Exercise
Look through the data below. Show each line where the string "nodes" occurs.

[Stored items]
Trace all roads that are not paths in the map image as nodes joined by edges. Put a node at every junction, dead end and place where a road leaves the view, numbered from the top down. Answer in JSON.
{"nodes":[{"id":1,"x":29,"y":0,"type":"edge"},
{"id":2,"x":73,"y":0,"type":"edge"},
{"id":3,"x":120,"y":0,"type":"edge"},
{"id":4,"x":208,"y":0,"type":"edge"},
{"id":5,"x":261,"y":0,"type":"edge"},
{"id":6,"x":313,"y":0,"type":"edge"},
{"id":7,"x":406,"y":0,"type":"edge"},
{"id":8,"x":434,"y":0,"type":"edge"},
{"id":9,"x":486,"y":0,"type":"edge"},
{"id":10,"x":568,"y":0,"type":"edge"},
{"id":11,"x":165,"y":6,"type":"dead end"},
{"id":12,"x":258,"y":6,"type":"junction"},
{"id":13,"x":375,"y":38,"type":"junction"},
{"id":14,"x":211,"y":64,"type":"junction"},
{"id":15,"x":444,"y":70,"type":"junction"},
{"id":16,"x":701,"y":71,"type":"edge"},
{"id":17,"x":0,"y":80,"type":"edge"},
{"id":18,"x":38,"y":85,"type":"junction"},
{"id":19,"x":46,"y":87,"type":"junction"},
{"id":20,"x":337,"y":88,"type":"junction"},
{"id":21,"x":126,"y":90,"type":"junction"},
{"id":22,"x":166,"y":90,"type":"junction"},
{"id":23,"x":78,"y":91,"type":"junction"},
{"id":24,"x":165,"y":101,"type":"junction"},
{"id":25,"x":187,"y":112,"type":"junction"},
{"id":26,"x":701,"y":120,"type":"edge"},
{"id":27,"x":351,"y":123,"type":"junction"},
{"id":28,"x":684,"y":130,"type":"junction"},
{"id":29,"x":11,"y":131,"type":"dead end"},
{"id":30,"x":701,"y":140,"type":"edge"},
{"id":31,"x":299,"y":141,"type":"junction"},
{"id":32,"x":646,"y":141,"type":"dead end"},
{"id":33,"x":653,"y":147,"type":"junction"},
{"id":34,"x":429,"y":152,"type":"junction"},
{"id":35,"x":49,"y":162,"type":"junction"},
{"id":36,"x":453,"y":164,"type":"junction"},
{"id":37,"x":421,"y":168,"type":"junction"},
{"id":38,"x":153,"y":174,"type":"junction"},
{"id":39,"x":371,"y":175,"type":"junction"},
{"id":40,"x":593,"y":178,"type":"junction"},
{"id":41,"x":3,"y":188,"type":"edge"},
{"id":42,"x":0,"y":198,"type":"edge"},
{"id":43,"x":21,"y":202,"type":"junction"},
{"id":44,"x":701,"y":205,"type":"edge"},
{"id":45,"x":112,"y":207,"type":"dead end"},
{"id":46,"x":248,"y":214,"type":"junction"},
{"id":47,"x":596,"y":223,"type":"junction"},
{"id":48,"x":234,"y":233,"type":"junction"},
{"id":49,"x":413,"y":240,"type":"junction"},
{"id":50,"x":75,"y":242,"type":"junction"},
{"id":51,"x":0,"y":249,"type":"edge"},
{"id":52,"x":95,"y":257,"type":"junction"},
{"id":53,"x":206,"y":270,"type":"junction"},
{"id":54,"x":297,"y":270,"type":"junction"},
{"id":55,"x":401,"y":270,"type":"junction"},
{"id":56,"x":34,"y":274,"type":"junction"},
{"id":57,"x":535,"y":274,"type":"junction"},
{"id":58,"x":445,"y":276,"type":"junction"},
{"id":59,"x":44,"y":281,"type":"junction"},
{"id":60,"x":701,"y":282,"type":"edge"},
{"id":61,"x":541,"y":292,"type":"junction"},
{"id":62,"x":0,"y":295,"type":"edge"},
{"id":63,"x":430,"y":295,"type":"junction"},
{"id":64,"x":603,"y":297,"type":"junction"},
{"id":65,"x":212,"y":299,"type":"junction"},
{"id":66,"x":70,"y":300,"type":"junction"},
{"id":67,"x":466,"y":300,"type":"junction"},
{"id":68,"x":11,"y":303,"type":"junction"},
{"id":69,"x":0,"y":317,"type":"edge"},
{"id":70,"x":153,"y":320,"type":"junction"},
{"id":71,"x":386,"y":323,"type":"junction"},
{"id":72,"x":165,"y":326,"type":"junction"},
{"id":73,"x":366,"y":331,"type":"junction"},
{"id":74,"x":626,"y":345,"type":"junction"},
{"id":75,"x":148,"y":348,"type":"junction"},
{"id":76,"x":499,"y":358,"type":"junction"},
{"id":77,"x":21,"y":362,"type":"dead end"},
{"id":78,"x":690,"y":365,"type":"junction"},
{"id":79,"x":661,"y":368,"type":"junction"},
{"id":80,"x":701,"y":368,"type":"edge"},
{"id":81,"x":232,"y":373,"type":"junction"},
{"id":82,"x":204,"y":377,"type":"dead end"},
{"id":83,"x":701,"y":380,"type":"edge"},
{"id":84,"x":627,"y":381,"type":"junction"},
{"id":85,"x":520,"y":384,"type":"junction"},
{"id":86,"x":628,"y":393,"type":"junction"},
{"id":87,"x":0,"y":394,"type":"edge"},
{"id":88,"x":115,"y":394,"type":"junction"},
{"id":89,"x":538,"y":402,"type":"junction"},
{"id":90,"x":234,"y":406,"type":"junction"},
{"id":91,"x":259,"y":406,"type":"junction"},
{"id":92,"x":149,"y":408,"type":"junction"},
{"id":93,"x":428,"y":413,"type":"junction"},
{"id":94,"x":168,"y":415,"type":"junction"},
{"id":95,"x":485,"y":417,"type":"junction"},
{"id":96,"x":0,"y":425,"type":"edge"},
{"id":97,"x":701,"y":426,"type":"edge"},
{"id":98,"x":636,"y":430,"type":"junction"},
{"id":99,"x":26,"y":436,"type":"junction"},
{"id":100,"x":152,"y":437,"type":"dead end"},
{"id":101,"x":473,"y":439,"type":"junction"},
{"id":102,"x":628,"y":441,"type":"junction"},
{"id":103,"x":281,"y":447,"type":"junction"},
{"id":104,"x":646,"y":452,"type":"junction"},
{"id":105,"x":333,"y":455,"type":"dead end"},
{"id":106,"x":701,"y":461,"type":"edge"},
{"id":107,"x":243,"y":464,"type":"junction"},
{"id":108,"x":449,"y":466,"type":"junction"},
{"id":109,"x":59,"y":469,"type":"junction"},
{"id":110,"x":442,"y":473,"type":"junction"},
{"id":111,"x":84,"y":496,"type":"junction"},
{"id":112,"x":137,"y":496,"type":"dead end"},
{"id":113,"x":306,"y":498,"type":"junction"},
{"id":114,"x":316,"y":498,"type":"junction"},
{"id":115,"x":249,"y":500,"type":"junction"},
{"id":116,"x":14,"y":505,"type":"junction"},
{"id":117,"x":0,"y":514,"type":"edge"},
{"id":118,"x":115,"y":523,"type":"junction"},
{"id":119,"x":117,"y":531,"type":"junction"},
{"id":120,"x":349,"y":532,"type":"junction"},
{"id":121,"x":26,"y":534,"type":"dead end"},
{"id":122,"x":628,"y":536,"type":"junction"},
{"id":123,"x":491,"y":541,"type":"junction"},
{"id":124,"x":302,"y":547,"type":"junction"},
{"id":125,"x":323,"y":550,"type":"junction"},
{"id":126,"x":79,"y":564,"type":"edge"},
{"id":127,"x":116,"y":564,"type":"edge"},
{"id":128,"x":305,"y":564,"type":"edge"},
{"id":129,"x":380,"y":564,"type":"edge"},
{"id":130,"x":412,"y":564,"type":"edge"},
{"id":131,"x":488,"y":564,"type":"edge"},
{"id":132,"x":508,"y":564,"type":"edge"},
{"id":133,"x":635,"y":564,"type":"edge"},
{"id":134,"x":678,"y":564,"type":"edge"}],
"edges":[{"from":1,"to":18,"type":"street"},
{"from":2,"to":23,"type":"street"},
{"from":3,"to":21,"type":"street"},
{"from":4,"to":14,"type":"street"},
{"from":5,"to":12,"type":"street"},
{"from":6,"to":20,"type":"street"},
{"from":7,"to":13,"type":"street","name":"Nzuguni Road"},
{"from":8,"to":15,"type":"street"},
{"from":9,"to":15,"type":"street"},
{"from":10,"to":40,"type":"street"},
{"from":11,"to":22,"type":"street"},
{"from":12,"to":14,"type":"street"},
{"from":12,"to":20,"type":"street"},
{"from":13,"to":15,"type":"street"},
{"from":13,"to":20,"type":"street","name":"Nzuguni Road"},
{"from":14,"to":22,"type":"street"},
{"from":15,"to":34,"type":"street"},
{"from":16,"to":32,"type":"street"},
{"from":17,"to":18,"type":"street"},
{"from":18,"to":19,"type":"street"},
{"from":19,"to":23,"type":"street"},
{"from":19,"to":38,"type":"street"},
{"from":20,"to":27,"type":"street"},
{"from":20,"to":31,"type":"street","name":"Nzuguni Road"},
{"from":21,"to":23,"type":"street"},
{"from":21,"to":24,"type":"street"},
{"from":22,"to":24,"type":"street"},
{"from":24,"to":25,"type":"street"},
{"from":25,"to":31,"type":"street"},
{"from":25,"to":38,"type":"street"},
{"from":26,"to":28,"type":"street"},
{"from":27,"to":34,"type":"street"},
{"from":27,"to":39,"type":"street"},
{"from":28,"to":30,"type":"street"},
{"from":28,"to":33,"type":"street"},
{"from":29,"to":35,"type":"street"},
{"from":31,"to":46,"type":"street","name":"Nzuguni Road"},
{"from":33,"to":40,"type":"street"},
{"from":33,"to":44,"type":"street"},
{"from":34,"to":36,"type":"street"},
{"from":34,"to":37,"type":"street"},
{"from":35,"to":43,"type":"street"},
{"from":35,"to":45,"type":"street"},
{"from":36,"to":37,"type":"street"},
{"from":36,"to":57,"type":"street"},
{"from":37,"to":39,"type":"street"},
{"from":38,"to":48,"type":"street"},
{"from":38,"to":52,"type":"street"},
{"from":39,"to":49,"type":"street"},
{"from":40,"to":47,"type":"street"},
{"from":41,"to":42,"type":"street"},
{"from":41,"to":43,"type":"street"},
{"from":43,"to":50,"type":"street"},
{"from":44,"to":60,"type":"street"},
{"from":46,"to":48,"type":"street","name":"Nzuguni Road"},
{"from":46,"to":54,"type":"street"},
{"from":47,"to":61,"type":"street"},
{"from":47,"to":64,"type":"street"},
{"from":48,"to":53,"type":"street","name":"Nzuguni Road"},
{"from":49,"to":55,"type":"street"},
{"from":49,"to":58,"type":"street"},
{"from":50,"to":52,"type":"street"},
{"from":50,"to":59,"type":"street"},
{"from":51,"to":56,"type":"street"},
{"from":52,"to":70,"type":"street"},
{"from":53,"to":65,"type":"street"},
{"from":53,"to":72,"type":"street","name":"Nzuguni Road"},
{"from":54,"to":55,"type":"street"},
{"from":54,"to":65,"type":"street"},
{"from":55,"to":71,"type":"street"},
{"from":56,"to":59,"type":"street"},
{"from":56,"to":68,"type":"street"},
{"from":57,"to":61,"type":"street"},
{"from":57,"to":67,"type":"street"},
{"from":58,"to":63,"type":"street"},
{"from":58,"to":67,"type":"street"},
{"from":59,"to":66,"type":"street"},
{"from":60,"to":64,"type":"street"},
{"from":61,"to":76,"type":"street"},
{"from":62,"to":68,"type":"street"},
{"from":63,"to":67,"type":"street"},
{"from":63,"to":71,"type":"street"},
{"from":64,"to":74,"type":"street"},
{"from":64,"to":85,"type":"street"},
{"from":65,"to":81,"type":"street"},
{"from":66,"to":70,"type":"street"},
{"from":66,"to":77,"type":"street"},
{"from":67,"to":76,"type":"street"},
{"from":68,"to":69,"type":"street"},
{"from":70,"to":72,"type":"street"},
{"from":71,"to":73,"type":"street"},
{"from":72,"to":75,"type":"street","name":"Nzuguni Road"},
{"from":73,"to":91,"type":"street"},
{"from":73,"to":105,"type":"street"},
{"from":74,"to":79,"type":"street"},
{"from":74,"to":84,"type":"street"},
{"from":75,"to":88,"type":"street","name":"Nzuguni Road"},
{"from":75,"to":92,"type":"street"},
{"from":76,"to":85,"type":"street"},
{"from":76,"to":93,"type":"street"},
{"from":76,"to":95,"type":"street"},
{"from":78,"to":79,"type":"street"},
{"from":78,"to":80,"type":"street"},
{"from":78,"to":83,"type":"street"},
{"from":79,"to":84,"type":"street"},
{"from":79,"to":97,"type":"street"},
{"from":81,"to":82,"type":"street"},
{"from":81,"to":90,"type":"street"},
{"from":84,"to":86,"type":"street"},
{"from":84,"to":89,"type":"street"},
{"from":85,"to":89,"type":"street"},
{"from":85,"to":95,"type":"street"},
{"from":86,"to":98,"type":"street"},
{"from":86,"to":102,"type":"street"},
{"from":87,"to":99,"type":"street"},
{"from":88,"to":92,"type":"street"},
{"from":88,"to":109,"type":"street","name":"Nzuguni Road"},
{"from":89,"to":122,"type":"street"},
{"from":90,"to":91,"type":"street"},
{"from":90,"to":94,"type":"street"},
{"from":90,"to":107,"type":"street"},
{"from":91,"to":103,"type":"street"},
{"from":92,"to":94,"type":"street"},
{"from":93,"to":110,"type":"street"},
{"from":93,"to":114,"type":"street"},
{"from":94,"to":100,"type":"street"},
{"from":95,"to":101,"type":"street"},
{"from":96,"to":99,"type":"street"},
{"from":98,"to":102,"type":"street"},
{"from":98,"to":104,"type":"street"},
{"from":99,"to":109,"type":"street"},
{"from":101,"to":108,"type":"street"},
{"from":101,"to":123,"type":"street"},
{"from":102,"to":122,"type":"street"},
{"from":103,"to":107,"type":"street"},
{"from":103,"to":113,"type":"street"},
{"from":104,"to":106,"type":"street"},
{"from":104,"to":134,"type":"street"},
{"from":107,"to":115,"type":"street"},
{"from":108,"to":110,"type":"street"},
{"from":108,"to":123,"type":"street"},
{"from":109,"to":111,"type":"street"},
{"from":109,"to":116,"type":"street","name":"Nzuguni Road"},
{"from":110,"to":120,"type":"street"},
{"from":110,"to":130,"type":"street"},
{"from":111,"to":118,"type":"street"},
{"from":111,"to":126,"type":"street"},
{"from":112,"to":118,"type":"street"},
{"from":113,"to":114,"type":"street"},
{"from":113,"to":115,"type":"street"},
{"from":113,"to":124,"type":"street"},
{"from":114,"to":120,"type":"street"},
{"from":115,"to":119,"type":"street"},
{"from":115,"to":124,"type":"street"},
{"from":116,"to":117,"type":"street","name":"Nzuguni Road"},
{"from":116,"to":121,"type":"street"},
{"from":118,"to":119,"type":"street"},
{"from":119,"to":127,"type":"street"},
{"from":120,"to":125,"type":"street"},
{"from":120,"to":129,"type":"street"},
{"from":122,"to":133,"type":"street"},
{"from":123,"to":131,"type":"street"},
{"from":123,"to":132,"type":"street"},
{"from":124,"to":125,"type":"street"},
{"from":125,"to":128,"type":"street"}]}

Result of this task
Trace all roads that are not paths in the map image as nodes joined by edges. Put a node at every junction, dead end and place where a road leaves the view, numbered from the top down. Answer in JSON.
{"nodes":[{"id":1,"x":29,"y":0,"type":"edge"},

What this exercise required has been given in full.